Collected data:
☆ ☆ ☆ ☆ ☆
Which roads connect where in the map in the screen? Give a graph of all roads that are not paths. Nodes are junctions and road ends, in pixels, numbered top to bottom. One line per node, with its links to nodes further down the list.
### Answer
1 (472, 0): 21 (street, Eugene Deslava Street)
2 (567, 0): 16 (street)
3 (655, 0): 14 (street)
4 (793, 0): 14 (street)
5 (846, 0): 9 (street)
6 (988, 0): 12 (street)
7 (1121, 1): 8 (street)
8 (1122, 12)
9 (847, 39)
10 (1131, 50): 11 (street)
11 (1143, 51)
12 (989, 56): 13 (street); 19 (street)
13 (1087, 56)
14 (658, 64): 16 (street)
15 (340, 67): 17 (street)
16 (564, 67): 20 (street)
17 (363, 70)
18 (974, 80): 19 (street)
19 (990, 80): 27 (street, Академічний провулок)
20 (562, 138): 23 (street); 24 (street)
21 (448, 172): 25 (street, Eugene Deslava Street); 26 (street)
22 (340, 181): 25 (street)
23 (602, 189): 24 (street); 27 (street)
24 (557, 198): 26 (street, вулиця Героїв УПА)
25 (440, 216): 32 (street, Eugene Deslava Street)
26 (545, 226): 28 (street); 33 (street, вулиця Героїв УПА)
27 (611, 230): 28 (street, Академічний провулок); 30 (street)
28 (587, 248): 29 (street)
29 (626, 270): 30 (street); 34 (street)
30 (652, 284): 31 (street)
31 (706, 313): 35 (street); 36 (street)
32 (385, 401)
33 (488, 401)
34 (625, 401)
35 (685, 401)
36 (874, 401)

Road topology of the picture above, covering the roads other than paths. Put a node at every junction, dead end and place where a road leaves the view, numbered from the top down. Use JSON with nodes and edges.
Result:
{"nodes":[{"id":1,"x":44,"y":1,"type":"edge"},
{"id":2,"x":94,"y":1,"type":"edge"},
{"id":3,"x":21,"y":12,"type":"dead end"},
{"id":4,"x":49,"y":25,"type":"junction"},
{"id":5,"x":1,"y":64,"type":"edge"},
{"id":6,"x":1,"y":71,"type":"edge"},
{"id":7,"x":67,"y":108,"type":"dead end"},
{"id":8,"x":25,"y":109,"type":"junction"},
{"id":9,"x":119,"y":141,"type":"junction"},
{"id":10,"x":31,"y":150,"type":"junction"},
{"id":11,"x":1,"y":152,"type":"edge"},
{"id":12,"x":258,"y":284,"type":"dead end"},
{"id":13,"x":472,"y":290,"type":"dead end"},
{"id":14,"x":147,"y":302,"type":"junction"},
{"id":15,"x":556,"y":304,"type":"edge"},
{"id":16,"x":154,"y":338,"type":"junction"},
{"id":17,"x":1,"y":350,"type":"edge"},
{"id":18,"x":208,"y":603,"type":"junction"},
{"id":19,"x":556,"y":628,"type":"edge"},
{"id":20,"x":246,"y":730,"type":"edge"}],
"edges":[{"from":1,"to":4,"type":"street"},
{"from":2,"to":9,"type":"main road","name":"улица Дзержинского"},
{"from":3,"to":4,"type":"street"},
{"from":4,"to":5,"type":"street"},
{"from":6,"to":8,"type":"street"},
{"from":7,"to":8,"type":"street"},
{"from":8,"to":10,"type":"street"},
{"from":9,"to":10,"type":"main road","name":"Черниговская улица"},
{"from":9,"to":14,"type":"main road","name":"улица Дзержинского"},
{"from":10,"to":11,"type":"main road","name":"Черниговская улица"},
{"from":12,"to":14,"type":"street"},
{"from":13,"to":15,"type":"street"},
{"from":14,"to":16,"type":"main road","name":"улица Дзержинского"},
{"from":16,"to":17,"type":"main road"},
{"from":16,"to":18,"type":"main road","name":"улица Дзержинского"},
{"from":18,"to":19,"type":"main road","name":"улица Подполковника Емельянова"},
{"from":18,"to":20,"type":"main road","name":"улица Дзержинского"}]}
☆ ☆ ☆ ☆ ☆
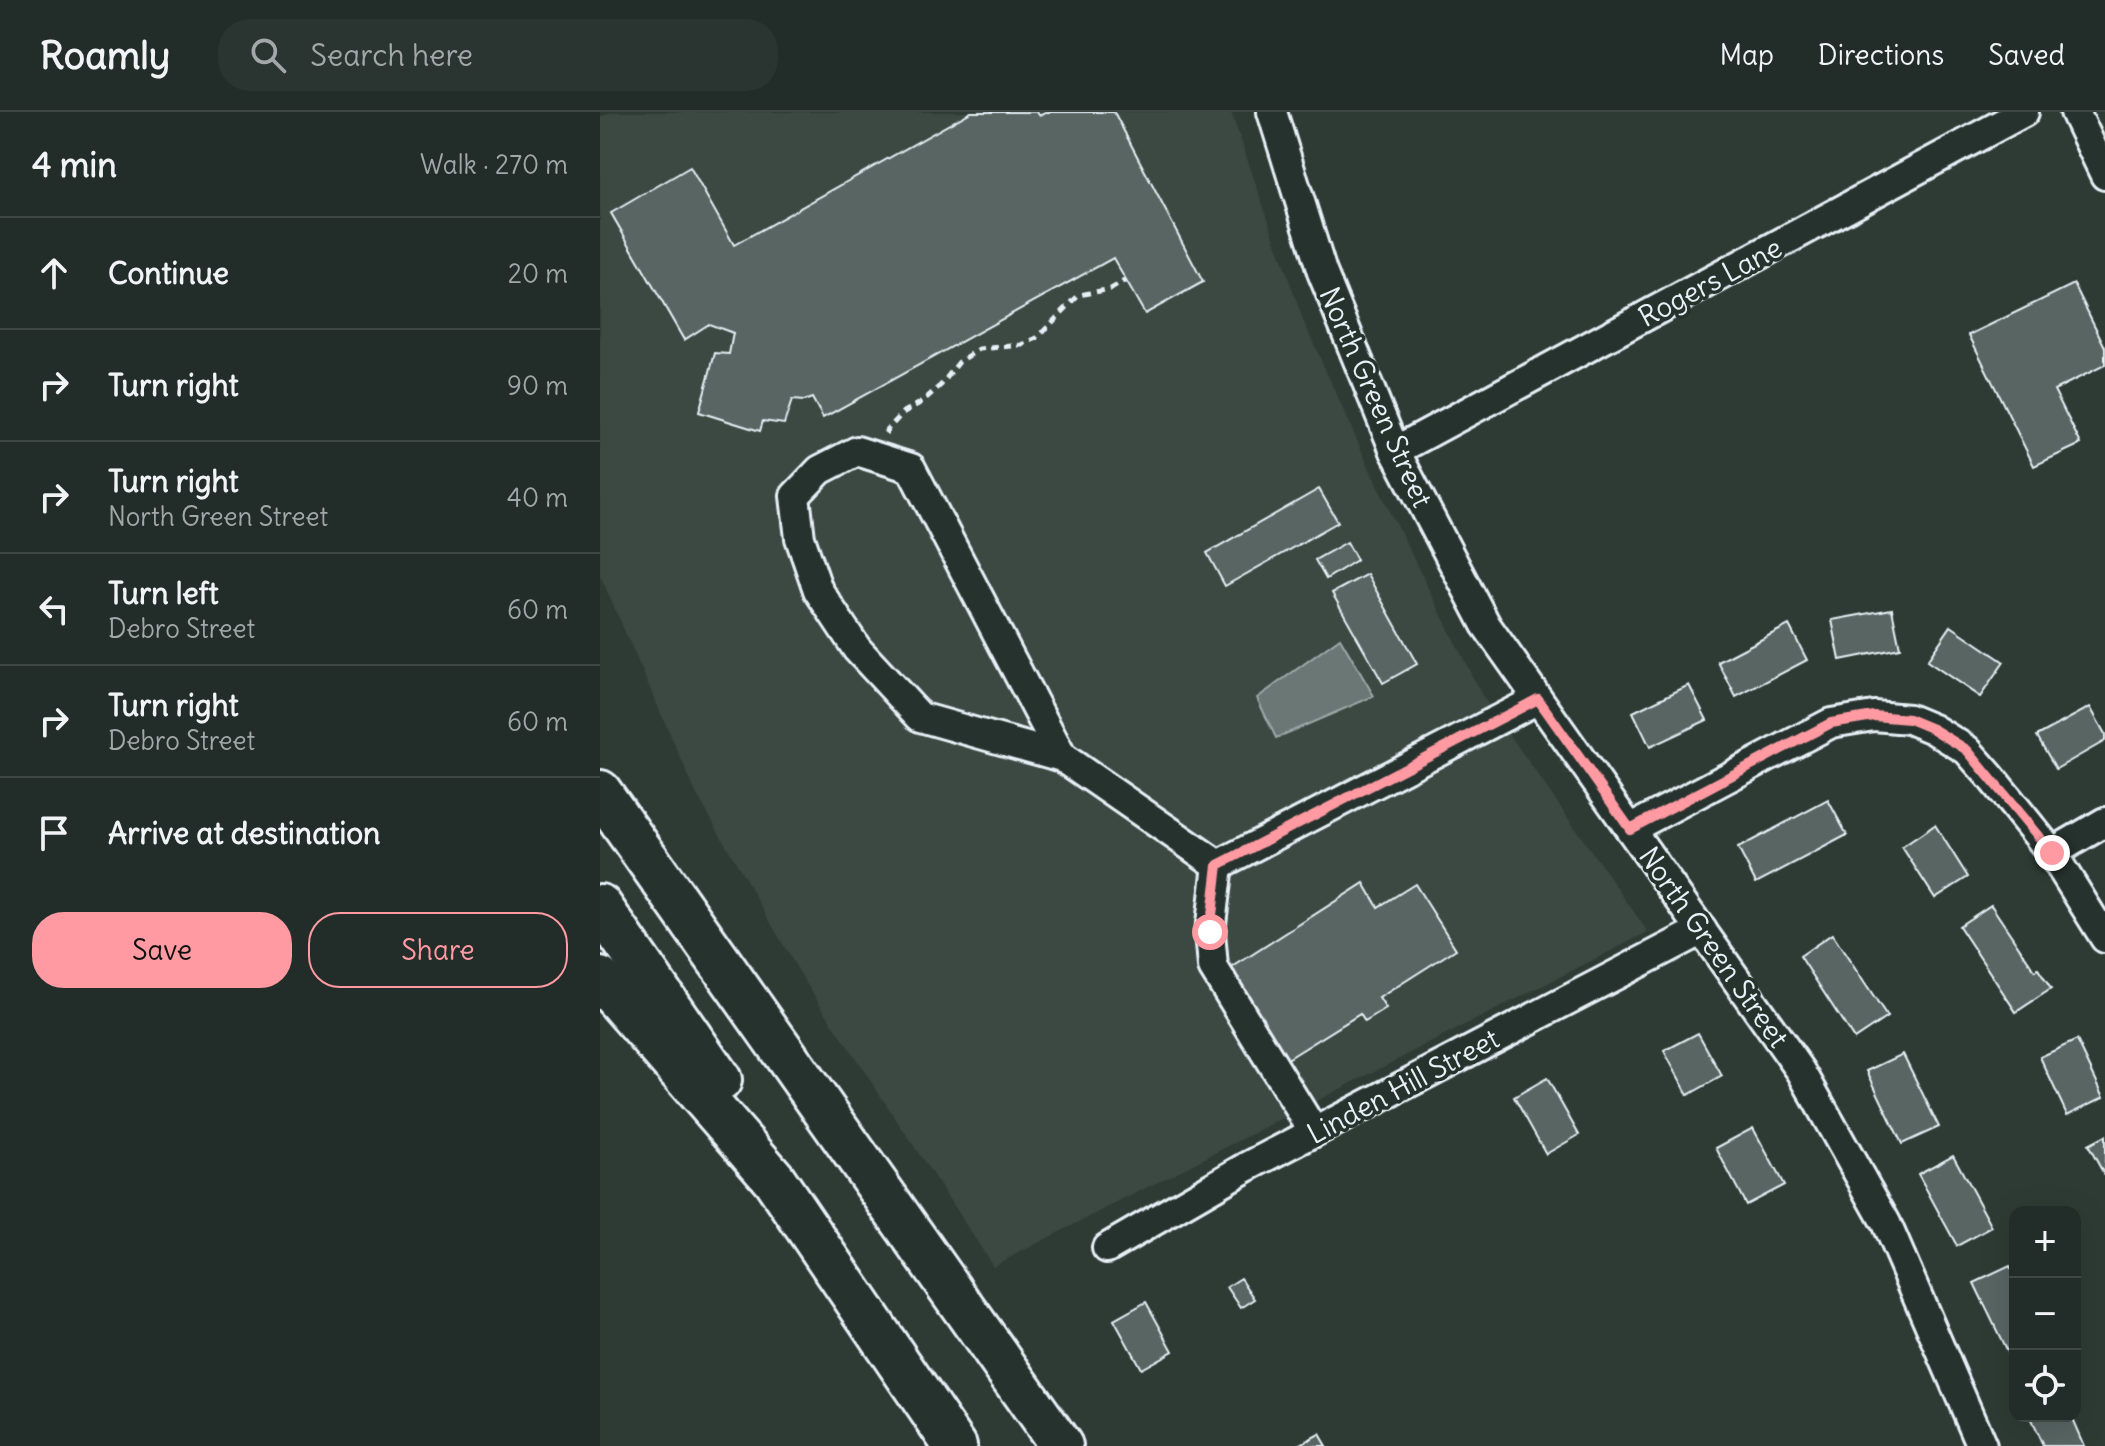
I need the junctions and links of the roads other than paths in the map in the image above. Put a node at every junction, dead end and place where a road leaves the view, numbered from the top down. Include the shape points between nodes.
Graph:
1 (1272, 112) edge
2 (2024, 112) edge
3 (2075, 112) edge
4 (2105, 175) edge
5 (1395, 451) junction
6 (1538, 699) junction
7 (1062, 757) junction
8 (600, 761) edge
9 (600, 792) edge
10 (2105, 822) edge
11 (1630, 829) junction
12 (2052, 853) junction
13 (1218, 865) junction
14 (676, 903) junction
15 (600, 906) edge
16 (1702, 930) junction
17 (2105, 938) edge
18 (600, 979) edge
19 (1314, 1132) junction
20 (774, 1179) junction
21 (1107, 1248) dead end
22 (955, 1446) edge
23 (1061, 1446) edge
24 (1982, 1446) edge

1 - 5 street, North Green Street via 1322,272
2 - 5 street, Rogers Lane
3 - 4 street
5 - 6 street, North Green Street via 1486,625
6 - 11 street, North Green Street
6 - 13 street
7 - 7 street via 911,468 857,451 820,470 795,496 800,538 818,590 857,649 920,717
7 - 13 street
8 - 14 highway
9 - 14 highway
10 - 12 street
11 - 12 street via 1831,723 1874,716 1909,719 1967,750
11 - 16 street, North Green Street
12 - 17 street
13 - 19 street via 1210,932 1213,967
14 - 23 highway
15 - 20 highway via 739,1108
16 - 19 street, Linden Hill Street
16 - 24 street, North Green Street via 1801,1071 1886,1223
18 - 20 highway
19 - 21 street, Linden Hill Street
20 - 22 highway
☆ ☆ ☆ ☆ ☆
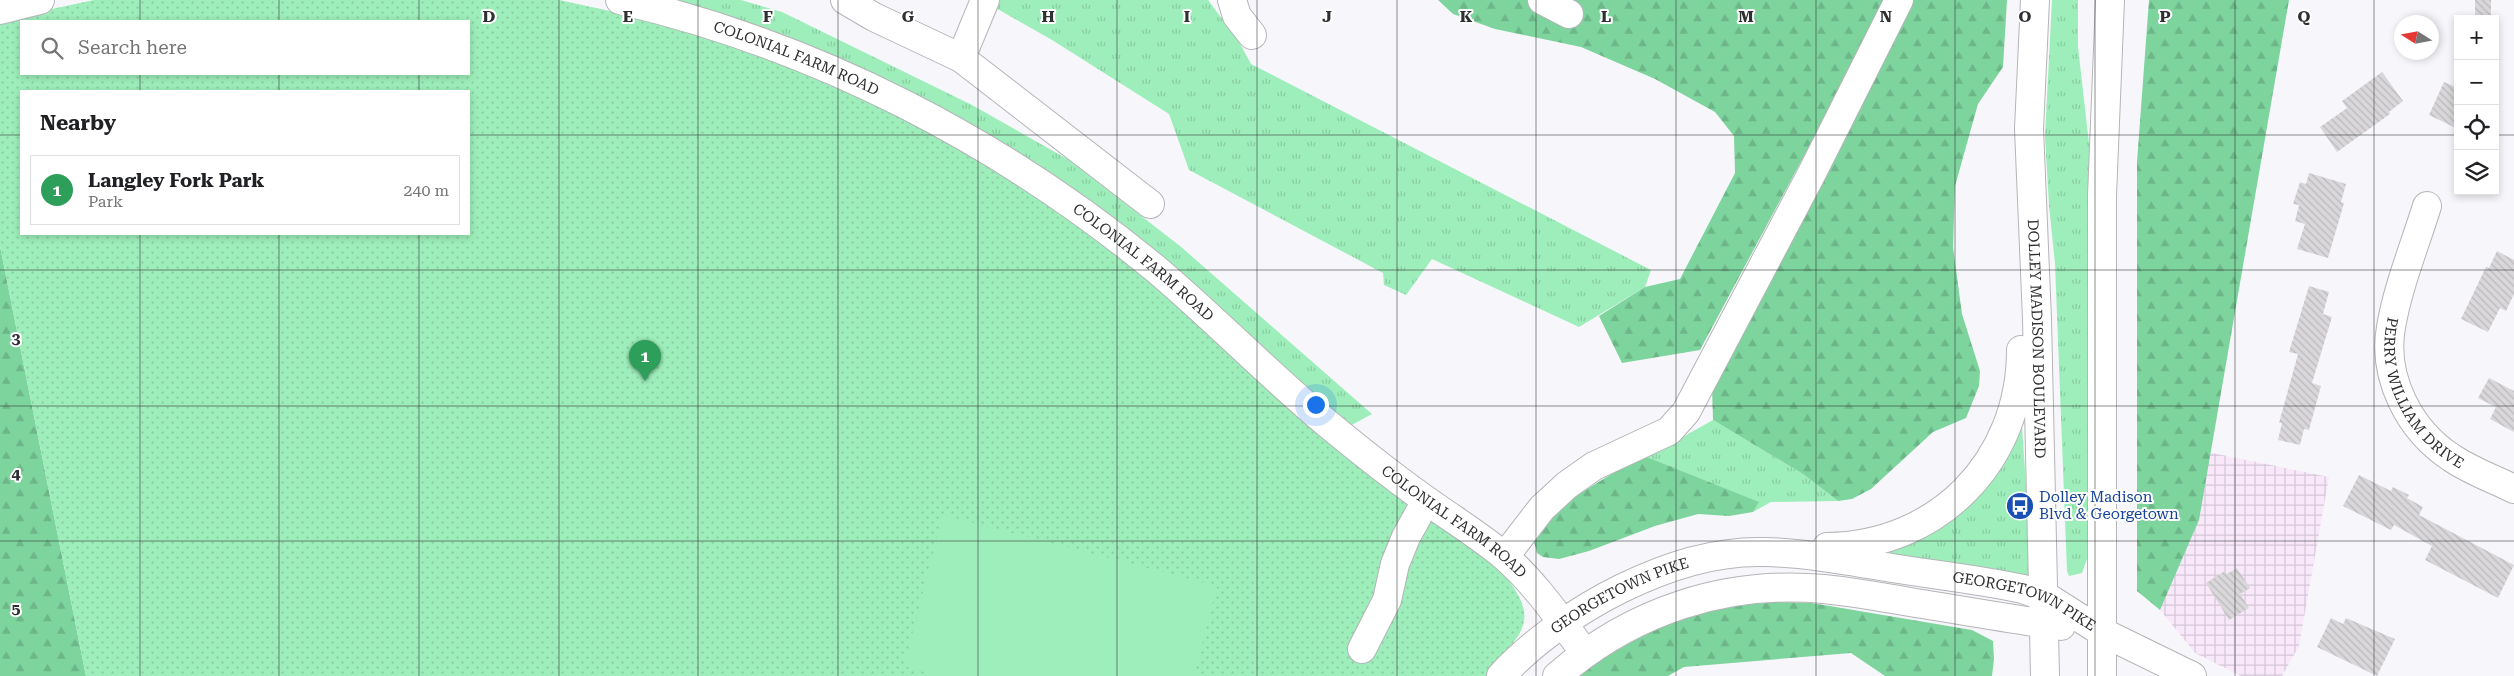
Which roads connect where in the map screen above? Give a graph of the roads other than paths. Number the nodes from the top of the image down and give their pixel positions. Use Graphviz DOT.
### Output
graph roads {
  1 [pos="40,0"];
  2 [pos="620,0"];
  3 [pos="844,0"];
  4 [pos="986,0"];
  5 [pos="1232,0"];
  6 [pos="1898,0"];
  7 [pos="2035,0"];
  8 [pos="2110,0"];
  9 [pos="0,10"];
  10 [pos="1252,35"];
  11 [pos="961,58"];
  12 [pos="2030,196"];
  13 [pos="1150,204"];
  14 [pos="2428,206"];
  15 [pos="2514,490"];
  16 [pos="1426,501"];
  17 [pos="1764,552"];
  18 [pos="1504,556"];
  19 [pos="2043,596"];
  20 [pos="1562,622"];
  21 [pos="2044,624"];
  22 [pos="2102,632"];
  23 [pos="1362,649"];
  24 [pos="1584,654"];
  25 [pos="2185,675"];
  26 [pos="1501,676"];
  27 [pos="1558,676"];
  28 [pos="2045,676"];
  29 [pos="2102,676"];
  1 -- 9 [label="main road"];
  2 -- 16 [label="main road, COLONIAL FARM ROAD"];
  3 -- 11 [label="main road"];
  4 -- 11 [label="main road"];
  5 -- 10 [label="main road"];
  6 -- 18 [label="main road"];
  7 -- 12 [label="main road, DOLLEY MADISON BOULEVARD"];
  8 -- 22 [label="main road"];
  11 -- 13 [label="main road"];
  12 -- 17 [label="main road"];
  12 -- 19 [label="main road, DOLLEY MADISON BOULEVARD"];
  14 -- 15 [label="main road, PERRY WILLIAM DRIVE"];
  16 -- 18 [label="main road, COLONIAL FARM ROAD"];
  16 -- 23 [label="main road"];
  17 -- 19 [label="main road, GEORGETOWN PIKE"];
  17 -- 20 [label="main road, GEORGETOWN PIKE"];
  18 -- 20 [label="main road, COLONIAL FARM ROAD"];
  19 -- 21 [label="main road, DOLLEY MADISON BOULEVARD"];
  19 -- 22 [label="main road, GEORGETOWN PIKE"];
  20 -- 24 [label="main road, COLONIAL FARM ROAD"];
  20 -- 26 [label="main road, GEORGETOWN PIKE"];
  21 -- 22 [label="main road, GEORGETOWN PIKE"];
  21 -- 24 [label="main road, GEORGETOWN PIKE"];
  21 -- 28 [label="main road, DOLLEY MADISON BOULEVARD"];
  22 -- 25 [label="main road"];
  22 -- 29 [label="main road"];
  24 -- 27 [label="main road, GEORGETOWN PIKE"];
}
☆ ☆ ☆ ☆ ☆
> **Exercise requirements**: Take each line above that contains "links" and copy it out.

> **Task response**:
Which roads connect where in the map in the screen? Give a graph of all roads that are not paths. Nodes are junctions and road ends, in pixels, numbered top to bottom. One line per node, with its links to nodes further down the list.
I need the junctions and links of the roads other than paths in the map in the image above. Put a node at every junction, dead end and place where a road leaves the view, numbered from the top down. Include the shape points between nodes.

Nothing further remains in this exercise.